Task instructions: Pull each line containing "roads" out of the data and copy it.

Stored data:
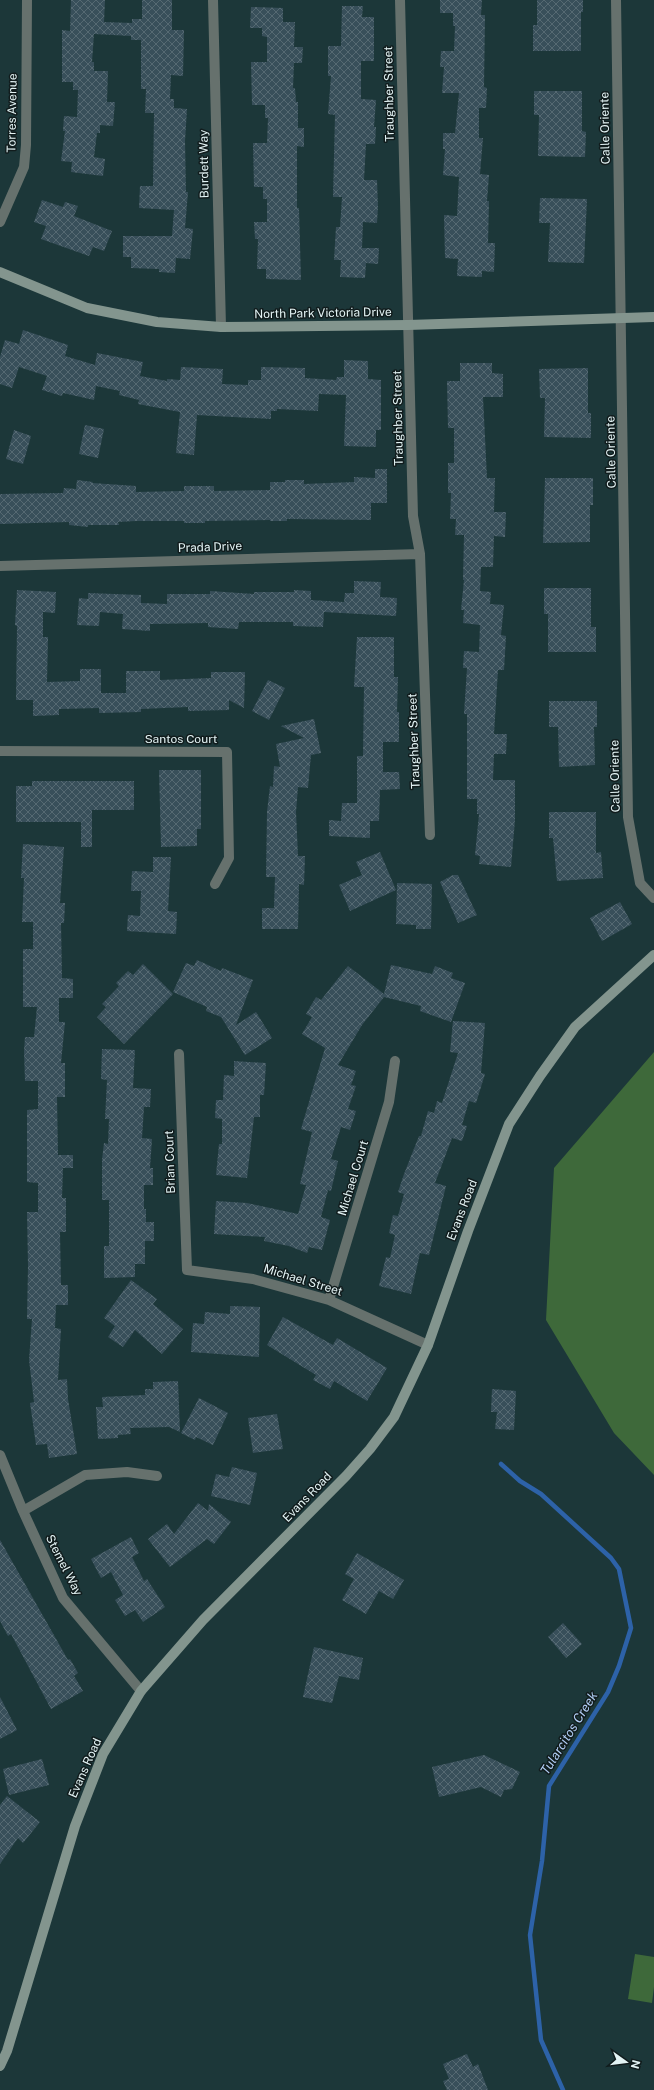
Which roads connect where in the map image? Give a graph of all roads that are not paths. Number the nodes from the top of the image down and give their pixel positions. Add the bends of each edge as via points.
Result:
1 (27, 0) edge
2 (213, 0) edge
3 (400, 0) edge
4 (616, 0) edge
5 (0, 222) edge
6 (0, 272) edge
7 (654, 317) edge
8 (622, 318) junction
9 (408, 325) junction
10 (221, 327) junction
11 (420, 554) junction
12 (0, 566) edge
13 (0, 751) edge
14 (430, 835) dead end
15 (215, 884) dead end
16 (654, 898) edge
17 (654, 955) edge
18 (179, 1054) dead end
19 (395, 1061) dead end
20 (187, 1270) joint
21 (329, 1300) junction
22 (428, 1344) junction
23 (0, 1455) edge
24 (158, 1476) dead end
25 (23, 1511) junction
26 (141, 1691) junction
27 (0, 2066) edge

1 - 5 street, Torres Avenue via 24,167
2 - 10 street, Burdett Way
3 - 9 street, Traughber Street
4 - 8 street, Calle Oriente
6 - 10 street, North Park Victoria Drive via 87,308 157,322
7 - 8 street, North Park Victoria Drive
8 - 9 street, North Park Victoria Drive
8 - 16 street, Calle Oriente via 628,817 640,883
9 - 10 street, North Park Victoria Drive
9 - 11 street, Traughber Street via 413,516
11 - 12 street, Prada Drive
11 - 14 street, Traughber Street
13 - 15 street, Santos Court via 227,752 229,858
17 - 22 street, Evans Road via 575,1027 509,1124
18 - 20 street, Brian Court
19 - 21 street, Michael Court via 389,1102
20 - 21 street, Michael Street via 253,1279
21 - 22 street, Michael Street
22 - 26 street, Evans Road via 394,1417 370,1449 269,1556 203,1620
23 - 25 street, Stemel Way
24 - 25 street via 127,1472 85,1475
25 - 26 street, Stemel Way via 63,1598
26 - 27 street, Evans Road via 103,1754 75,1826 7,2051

==

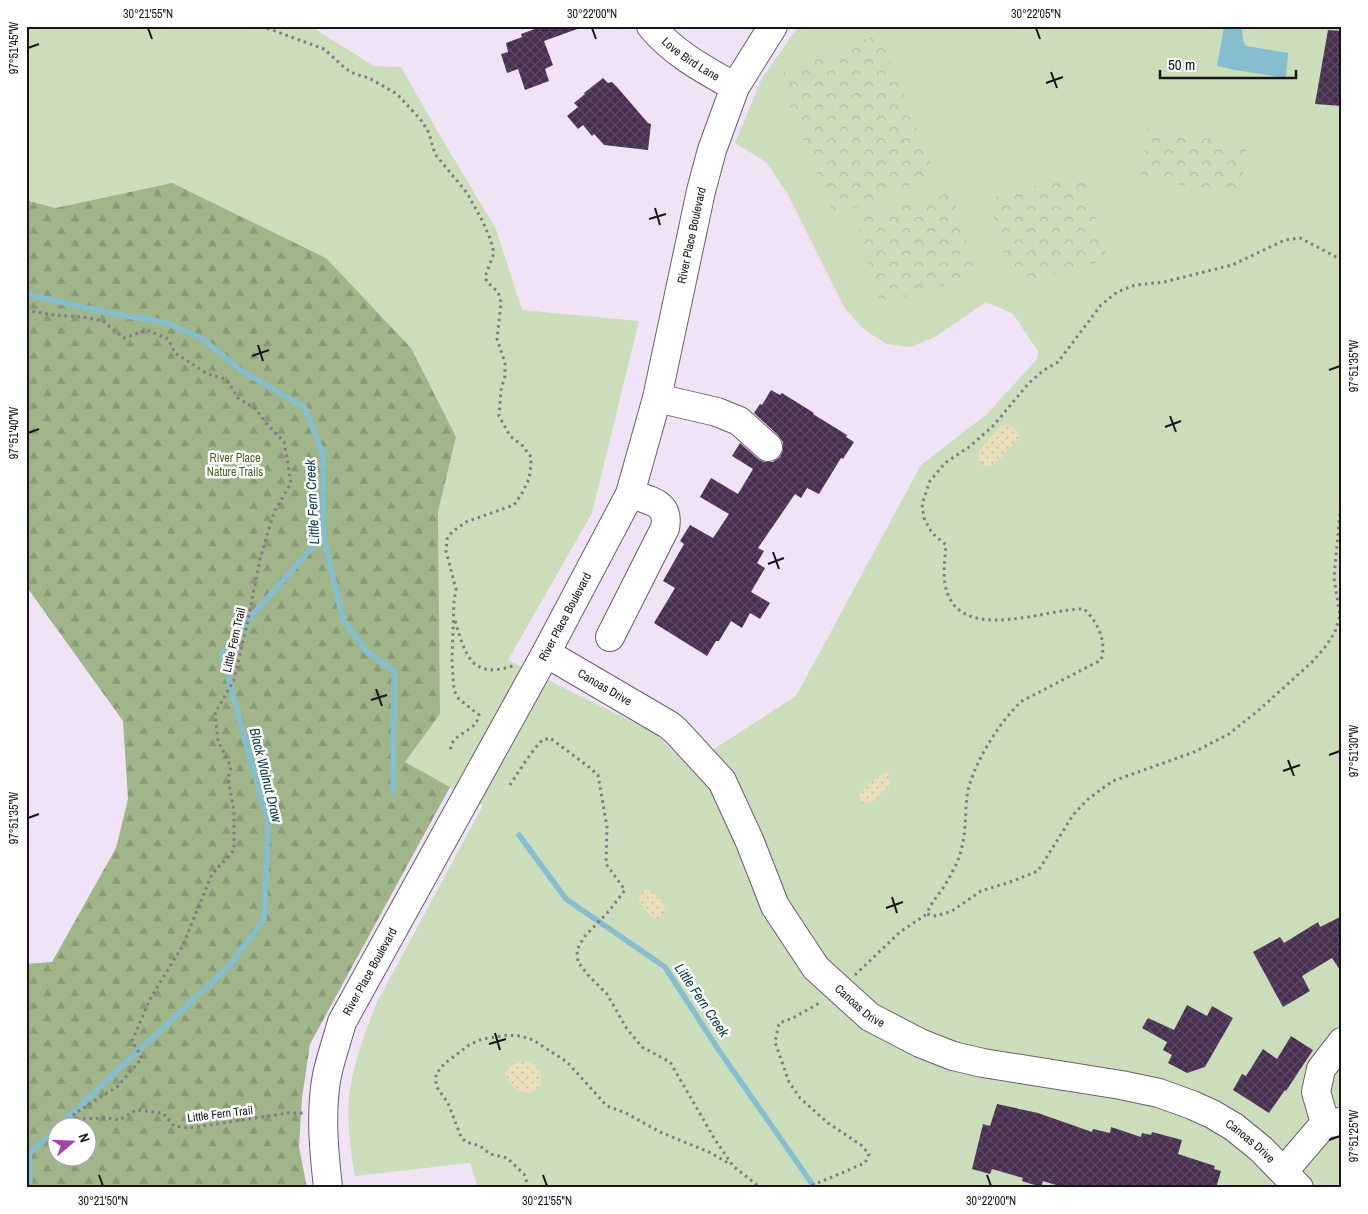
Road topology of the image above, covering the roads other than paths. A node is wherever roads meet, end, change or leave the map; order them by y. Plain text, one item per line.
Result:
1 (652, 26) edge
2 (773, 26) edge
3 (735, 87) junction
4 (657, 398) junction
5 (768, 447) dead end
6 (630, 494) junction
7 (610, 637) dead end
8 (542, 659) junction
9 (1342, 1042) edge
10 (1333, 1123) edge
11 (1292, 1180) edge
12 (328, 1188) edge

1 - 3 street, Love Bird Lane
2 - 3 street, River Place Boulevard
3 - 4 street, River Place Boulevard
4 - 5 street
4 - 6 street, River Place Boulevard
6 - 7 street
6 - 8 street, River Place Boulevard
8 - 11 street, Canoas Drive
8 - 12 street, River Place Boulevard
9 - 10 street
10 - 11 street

Your response:
Which roads connect where in the map image? Give a graph of all roads that are not paths. Number the nodes from the top of the image down and give their pixel positions. Add the bends of each edge as via points.
Road topology of the image above, covering the roads other than paths. A node is wherever roads meet, end, change or leave the map; order them by y. Plain text, one item per line.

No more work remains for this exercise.